Mahleb — flavouring profile

Mahleb is the ground kernel of a wild cherry, and it tastes the part — a bittersweet almond-and-cherry, marzipan-like note that flavours the sweet breads and biscuits of Greece and the Levant — so it is a dessert pairing, calling for a sweet wine that mirrors its nutty, cherried character.

The compounds that matter. Ground from the seed of the St Lucie cherry, mahleb carries benzaldehyde — the almond-and-marzipan compound of stone-fruit kernels — alongside coumarin, which adds a sweet, hay-like, faintly bitter floral edge, and a cherry note from the fruit it comes from. The effect is almond, cherry and a gentle bitterness at once. Mahleb is a baking spice almost without exception: Greek tsoureki and Easter breads, Levantine ka'ak and ma'amoul, sweet biscuits. So the dish is sweet, and the wine must be too, or it tastes hollow beside the bake.

What it demands of a wine. Sweetness to match the bake — a dry wine reads thin and sour against sugar. A nutty, almond or dried-fruit character mirrors mahleb's marzipan note, or a cherried sweetness echoes its fruit. A little of the wine's own sweetness also settles mahleb's faint bitterness. Keep tannin low and oak gentle; this is a delicate, sweet-spiced register, not a powerful one.

Seek.
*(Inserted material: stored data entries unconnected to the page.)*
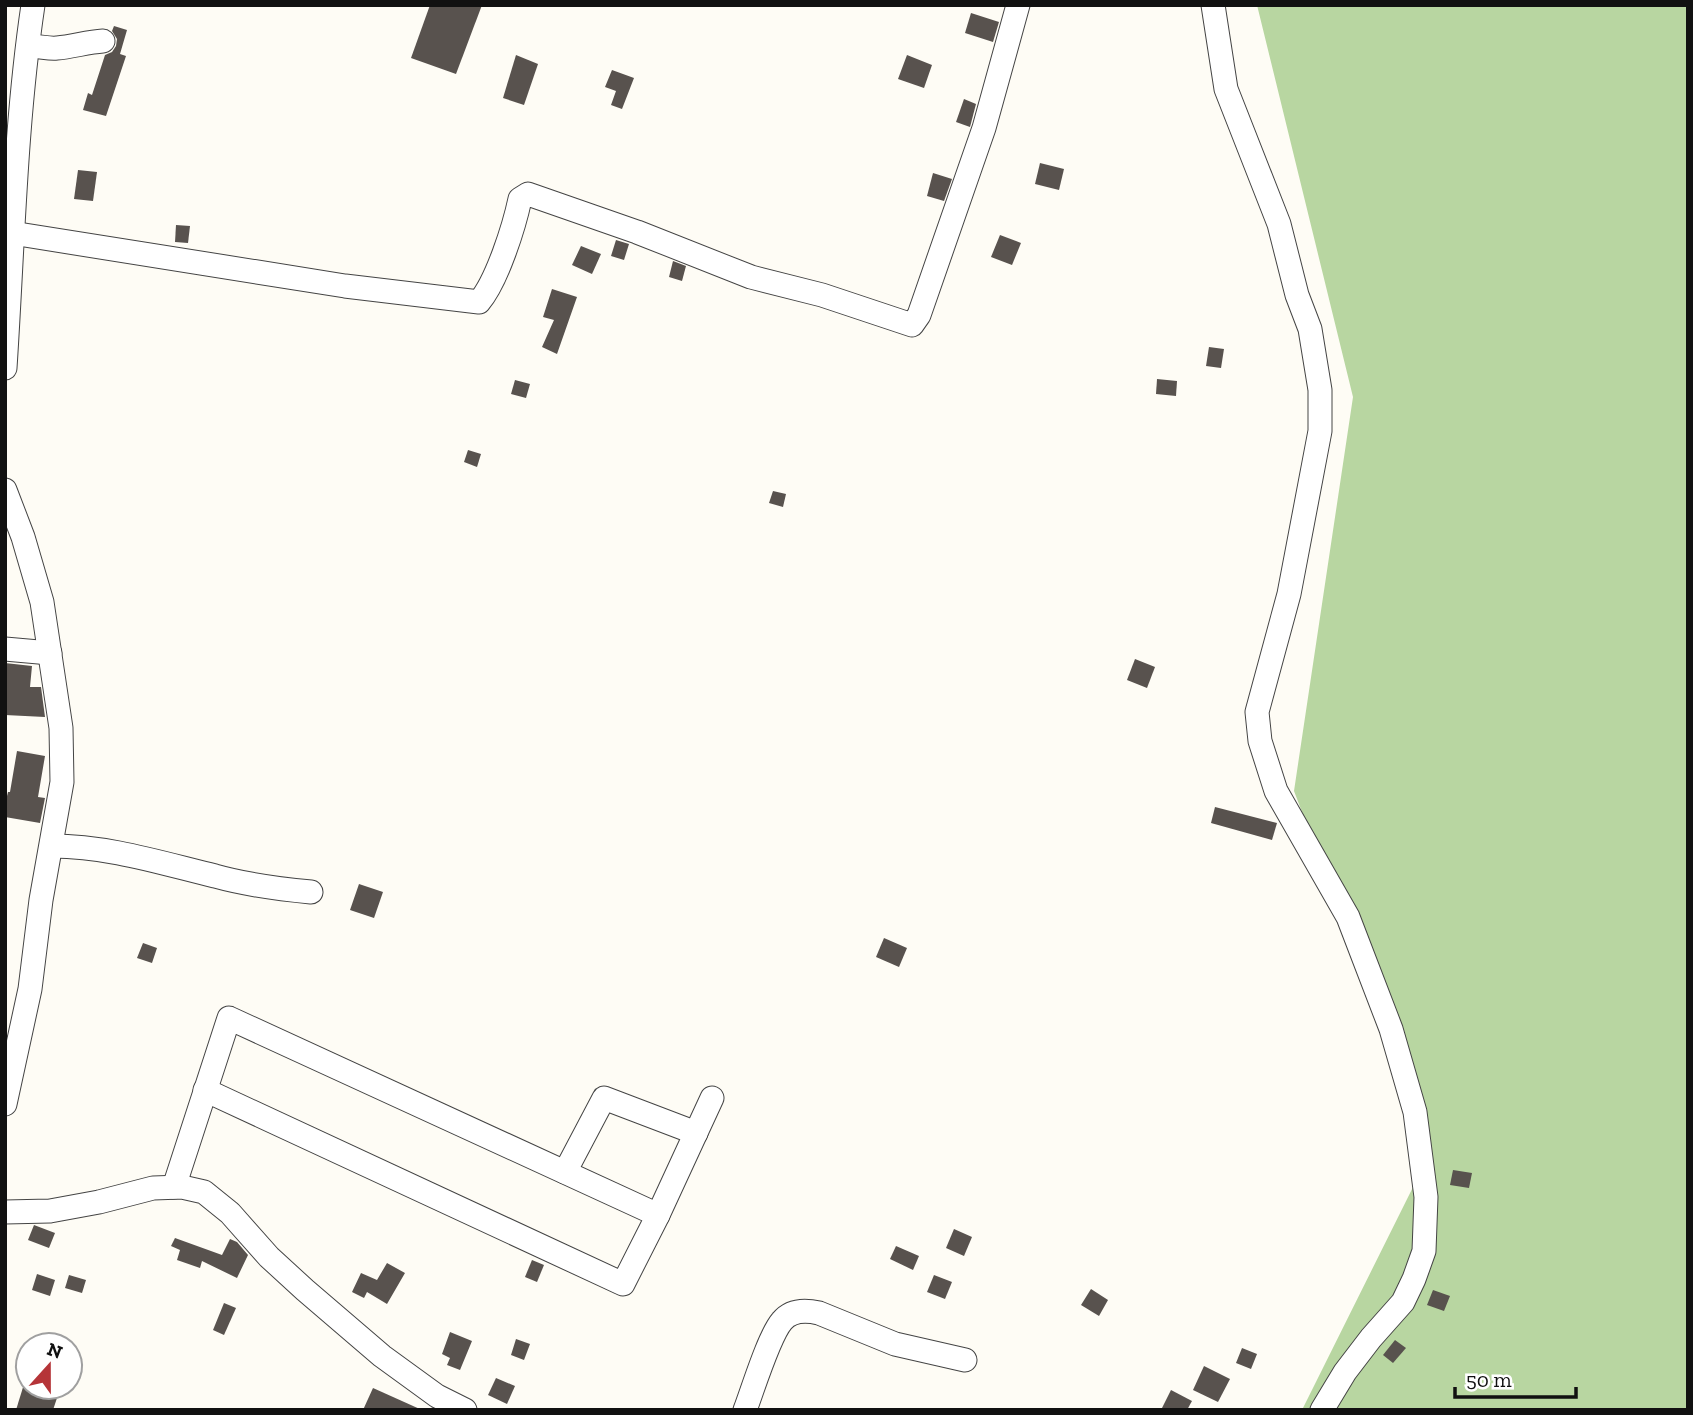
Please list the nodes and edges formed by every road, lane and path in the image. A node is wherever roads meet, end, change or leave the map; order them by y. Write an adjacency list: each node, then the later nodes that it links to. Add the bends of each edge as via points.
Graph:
1 (33, 5): 5 (street)
2 (1018, 5): 7 (street, via 984,128 912,325 751,277 528,194 520,199 488,291 479,302 345,286)
3 (1213, 5): 25 (street, via 1226,89 1279,225 1310,329 1320,390 1320,431 1289,594 1258,712 1260,741 1276,791 1348,917 1391,1028 1415,1112 1426,1196 1424,1251 1403,1302 1371,1338)
4 (103, 41): 5 (street, via 55,49)
5 (37, 47): 6 (street, via 22,88)
6 (10, 187): 7 (street)
7 (22, 234): 8 (street)
8 (5, 368)
9 (5, 490): 11 (street, via 42,602)
10 (5, 649): 11 (street)
11 (50, 653): 12 (street, via 61,727)
12 (60, 846): 13 (street, via 136,855 218,877); 16 (street, via 41,900 30,989)
13 (311, 892)
14 (205, 1090): 18 (street, via 229,1018); 19 (street); 21 (street, via 623,1284)
15 (712, 1098): 17 (street)
16 (5, 1104)
17 (696, 1133): 18 (street, via 604,1098); 21 (street)
18 (565, 1172): 21 (street)
19 (174, 1187): 20 (street, via 50,1211); 23 (street, via 204,1192 215,1200 305,1290 382,1356)
20 (12, 1212)
21 (658, 1215)
22 (965, 1360): 24 (street, via 895,1345 806,1310 795,1312 782,1320 770,1343)
23 (465, 1410)
24 (745, 1410)
25 (1322, 1410)

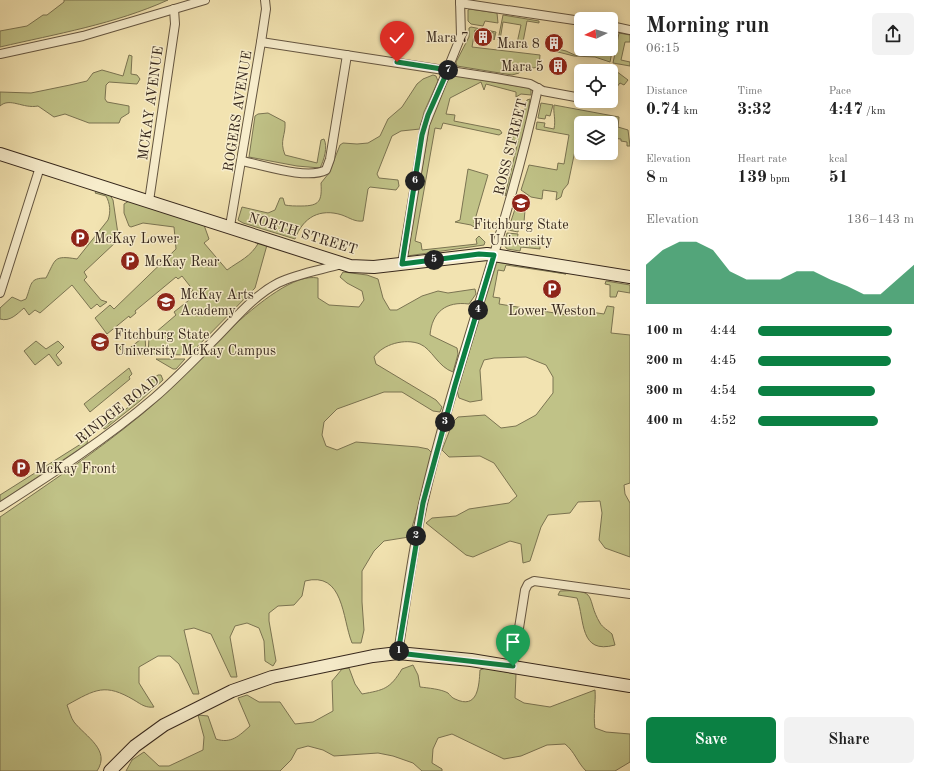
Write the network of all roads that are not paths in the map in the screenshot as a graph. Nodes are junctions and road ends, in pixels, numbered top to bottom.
1 (205, 0) edge
2 (265, 0) edge
3 (460, 1) edge
4 (174, 9) junction
5 (574, 21) edge
6 (618, 27) edge
7 (630, 30) edge
8 (261, 42) junction
9 (0, 54) edge
10 (347, 55) junction
11 (448, 70) junction
12 (538, 88) junction
13 (574, 96) edge
14 (0, 154) edge
15 (242, 161) junction
16 (40, 167) junction
17 (149, 201) junction
18 (230, 226) junction
19 (494, 255) junction
20 (342, 264) junction
21 (402, 264) junction
22 (630, 277) edge
23 (0, 293) edge
24 (0, 507) edge
25 (630, 594) edge
26 (398, 653) junction
27 (513, 666) junction
28 (630, 686) edge
29 (110, 771) edge

1 - 4 street
2 - 8 street, ROGERS AVENUE
3 - 5 street
3 - 11 street
4 - 9 street
4 - 17 street, MCKAY AVENUE
6 - 7 street
8 - 10 street
8 - 15 street, ROGERS AVENUE
10 - 11 street
10 - 15 street
11 - 12 street
11 - 21 street
12 - 13 street
12 - 19 street, ROSS STREET
14 - 16 street, NORTH STREET
15 - 18 street, ROGERS AVENUE
16 - 17 street, NORTH STREET
16 - 23 street
17 - 18 street, NORTH STREET
18 - 20 street, NORTH STREET
19 - 21 street, NORTH STREET
19 - 22 street, NORTH STREET
19 - 26 street, ROSS STREET
20 - 21 street, NORTH STREET
20 - 24 street, RINDGE ROAD
25 - 27 street
26 - 27 street
26 - 29 street
27 - 28 street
For mahleb biscuits and ma'amoul, a nutty, dried-fruit sweet wine — all almond, fig and honey — is the marzipan mirror, the classic partner to almond biscuits. For the cherry side of the spice, a sweet red, full of black cherry, echoes the kernel's fruit directly. For lighter, gently sweet breads such as tsoureki, a delicate, low-alcohol sweet sparkling, grapey and floral, keeps it fresh.

Avoid. Dry wines of any colour, which a sweet bake leaves hollow and tart. Firm, tannic reds, out of place against a delicate sweet spice. Heavily oaked wines, whose vanilla muddles the clean almond-and-cherry note.

Three to reach for. Vin Santo (Tuscany); Recioto della Valpolicella (Veneto); Moscato d'Asti (Piedmont).